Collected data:
----------------

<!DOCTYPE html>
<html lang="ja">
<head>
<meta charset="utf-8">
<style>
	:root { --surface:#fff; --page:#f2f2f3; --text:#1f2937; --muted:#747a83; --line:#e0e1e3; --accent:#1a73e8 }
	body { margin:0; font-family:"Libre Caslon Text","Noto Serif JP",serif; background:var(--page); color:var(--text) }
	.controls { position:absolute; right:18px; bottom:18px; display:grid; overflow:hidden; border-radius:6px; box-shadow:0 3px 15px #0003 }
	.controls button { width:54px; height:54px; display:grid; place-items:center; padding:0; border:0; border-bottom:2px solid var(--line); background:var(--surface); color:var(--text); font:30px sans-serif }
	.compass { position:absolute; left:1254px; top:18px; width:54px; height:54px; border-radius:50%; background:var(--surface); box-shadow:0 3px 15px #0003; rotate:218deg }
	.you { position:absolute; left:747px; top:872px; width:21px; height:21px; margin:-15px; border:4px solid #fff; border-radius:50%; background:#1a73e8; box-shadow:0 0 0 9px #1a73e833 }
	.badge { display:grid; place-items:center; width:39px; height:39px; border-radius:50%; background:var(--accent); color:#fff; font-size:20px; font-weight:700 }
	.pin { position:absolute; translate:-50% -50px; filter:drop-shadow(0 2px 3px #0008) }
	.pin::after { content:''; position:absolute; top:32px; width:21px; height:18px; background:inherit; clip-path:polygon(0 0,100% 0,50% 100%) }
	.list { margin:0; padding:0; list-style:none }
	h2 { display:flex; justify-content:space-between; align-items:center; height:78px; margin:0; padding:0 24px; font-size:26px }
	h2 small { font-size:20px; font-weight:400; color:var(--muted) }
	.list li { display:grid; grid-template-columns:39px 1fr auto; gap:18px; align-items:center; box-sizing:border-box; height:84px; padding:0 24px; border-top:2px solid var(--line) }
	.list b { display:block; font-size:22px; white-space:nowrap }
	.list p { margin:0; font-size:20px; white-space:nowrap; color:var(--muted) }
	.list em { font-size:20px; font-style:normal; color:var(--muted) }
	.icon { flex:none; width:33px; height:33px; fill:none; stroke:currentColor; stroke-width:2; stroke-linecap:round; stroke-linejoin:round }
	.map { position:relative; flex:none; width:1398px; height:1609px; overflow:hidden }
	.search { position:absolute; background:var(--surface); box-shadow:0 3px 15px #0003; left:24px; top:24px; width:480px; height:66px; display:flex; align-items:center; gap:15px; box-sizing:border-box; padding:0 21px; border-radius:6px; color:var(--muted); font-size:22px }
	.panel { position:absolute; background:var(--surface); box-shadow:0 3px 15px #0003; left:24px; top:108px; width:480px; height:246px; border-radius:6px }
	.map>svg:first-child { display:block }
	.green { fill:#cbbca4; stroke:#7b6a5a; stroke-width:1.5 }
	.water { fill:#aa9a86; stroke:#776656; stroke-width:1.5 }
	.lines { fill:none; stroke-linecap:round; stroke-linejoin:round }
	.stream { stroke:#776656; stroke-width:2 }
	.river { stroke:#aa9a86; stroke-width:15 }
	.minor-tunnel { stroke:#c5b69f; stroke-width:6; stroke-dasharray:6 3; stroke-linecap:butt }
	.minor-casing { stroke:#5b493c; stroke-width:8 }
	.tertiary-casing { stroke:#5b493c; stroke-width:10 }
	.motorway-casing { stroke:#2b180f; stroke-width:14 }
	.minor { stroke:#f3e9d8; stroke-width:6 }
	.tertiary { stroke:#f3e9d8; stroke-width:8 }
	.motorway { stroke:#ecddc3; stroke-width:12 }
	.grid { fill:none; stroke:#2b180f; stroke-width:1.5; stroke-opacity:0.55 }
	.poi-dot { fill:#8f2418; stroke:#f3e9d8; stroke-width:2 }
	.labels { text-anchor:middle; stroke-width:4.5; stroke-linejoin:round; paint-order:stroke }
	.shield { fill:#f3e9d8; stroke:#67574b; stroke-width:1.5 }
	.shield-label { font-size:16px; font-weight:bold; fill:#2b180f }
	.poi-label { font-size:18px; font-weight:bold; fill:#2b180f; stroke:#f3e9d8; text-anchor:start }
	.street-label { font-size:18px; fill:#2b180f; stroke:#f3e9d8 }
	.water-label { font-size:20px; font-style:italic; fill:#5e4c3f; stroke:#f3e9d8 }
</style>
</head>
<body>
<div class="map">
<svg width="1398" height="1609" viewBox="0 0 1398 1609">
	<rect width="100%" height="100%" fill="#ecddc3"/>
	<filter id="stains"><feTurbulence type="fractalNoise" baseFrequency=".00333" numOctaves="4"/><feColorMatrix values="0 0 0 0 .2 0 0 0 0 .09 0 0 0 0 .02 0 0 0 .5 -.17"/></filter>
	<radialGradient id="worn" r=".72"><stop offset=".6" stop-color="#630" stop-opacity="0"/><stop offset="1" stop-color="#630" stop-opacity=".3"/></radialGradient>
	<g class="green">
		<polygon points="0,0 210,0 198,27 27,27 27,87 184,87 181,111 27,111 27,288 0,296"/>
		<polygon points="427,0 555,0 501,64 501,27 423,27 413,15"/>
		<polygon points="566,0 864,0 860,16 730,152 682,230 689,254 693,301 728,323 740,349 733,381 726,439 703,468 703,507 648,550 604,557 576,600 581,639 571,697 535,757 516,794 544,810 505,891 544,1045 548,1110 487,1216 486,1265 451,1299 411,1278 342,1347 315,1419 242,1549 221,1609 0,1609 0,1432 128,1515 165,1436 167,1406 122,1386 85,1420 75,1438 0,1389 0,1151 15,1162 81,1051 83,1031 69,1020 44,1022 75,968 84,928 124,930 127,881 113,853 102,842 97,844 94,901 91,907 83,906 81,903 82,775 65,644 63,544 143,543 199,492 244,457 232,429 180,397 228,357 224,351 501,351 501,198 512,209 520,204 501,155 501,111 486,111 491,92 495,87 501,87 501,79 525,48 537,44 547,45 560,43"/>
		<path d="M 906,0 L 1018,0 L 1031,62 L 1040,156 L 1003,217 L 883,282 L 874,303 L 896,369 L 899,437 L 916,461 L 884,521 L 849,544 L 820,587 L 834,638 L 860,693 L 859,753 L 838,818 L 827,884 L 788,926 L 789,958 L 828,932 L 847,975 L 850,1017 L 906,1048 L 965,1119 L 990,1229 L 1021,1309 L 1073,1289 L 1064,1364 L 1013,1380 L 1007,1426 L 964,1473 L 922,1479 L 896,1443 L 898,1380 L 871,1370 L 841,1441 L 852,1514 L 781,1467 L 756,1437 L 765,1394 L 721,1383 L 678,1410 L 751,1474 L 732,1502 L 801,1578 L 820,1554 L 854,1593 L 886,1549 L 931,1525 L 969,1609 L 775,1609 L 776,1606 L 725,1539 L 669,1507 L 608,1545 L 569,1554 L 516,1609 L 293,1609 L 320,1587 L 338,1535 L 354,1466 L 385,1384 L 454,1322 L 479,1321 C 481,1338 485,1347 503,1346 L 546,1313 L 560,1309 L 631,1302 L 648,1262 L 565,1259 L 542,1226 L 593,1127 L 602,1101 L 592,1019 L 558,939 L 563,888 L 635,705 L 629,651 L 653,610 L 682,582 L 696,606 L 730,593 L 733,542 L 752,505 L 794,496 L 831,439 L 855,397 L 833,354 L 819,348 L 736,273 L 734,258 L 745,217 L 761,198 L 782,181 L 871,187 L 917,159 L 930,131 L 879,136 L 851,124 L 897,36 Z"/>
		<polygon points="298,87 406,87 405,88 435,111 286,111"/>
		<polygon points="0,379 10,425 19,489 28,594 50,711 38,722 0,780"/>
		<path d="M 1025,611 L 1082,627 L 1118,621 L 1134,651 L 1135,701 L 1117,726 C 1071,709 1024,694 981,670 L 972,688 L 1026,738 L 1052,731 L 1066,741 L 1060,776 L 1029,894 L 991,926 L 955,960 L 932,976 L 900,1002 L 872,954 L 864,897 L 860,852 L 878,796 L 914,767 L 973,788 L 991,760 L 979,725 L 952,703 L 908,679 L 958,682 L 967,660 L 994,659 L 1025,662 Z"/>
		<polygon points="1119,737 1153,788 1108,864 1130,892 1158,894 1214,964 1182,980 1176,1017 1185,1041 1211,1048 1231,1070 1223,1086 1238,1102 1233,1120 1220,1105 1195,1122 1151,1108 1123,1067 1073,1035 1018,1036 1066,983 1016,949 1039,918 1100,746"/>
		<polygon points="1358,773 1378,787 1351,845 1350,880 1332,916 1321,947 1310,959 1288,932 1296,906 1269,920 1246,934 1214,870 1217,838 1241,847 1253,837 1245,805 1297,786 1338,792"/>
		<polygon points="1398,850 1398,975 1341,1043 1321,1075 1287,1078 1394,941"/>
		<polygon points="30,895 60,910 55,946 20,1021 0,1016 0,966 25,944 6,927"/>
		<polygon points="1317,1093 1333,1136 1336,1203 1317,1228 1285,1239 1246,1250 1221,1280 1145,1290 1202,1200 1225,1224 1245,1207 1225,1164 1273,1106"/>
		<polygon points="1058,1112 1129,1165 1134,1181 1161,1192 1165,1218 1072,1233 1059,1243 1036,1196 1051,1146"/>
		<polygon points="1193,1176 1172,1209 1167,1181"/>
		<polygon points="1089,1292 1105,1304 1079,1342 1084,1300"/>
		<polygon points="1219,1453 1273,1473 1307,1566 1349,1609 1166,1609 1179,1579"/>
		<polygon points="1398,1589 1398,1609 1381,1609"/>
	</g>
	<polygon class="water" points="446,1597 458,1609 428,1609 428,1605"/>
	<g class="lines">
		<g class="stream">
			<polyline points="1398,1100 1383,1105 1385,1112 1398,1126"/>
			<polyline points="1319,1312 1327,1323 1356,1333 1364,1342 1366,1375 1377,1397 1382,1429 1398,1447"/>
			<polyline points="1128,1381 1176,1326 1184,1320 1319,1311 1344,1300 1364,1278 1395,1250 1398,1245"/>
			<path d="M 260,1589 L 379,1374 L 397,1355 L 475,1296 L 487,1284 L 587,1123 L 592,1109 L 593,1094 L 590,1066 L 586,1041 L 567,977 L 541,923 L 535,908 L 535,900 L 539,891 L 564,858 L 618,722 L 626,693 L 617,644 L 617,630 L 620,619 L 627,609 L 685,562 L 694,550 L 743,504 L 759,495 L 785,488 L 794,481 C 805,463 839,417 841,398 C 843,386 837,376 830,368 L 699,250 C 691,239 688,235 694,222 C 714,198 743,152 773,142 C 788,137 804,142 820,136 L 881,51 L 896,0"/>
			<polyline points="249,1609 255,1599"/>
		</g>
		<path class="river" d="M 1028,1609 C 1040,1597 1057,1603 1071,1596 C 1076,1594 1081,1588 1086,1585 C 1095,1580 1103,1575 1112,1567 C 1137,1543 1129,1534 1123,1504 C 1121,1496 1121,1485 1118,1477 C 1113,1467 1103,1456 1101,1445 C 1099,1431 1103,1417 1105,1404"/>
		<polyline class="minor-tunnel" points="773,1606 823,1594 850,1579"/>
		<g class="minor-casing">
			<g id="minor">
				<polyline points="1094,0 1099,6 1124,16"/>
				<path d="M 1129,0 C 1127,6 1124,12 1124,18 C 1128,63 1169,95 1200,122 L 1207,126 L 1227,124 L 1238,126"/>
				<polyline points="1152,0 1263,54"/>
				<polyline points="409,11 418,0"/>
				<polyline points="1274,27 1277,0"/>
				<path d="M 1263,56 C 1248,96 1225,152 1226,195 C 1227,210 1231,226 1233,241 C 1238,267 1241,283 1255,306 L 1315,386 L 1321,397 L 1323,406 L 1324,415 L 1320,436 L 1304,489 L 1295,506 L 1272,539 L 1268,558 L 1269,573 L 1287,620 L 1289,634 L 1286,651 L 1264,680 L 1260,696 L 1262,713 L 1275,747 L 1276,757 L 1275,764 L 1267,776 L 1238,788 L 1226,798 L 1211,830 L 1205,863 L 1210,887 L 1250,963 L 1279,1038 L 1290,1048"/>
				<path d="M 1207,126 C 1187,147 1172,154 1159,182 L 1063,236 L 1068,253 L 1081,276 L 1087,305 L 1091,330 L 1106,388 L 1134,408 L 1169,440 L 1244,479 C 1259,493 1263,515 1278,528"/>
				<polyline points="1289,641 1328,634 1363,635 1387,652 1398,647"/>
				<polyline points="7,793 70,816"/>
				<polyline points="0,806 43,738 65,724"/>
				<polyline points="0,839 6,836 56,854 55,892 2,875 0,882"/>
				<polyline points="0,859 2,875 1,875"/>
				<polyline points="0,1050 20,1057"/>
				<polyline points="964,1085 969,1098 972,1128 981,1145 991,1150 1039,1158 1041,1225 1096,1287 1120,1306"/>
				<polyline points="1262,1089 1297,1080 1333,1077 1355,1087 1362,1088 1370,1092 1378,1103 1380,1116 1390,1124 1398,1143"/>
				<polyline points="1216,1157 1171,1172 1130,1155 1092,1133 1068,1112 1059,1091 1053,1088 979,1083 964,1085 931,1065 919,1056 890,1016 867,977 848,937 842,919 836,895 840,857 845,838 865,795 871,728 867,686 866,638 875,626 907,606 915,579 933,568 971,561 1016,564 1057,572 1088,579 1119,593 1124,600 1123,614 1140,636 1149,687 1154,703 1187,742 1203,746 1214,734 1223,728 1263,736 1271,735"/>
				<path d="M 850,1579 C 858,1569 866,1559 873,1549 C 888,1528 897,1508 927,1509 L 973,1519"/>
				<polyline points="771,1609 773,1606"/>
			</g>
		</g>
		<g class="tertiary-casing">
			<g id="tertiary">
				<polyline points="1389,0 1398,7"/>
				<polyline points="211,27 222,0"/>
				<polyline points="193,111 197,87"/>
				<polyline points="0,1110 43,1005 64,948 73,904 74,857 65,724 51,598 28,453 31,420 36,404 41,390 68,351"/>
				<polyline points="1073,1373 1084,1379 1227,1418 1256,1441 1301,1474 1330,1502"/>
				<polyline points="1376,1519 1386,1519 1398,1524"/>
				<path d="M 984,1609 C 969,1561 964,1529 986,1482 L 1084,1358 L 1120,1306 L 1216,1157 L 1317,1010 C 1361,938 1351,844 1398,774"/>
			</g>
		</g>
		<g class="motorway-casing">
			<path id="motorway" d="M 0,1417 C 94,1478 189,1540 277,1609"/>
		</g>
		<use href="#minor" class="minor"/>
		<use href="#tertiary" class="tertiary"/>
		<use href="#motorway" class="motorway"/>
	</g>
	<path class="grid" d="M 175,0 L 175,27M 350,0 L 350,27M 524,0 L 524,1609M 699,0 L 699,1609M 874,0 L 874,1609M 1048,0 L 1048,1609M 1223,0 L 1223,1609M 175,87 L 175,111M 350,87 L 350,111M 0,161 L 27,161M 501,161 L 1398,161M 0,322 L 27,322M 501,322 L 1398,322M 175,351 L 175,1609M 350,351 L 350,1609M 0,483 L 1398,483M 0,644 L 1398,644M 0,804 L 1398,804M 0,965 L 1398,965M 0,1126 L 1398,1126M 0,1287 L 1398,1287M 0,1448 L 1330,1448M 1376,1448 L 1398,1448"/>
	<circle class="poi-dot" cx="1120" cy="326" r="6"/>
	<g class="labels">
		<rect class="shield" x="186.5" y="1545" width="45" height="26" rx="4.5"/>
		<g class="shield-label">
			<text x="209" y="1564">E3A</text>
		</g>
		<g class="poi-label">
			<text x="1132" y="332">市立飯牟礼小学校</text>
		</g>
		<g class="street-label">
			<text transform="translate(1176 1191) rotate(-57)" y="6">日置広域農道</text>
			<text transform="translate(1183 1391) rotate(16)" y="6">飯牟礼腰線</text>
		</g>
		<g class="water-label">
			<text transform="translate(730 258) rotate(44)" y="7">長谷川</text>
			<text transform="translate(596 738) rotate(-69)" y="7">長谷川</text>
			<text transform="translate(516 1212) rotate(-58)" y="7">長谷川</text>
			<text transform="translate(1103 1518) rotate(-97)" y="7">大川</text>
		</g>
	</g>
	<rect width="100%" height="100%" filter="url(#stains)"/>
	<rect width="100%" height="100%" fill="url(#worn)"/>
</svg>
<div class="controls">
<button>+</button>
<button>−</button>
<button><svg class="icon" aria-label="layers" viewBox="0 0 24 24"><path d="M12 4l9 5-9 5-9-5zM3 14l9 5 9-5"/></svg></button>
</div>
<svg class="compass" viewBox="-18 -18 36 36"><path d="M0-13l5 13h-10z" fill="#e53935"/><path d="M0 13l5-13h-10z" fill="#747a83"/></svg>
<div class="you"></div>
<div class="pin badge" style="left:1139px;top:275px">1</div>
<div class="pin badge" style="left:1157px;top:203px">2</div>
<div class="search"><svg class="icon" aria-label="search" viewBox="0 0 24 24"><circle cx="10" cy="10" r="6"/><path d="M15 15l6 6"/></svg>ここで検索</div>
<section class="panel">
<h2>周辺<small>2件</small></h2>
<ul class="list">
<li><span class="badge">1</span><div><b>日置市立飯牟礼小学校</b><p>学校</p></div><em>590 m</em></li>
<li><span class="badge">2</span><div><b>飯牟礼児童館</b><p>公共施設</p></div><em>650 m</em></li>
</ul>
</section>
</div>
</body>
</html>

----------------

Exercise goal:
Working from the records above, write out verbatim only the lines from the line containing "position:absolute; right:18px; bottom:18px;" through the line containing "width:54px; height:54px; display:grid;".

Reply to the exercise:
	.controls { position:absolute; right:18px; bottom:18px; display:grid; overflow:hidden; border-radius:6px; box-shadow:0 3px 15px #0003 }
	.controls button { width:54px; height:54px; display:grid; place-items:center; padding:0; border:0; border-bottom:2px solid var(--line); background:var(--surface); color:var(--text); font:30px sans-serif }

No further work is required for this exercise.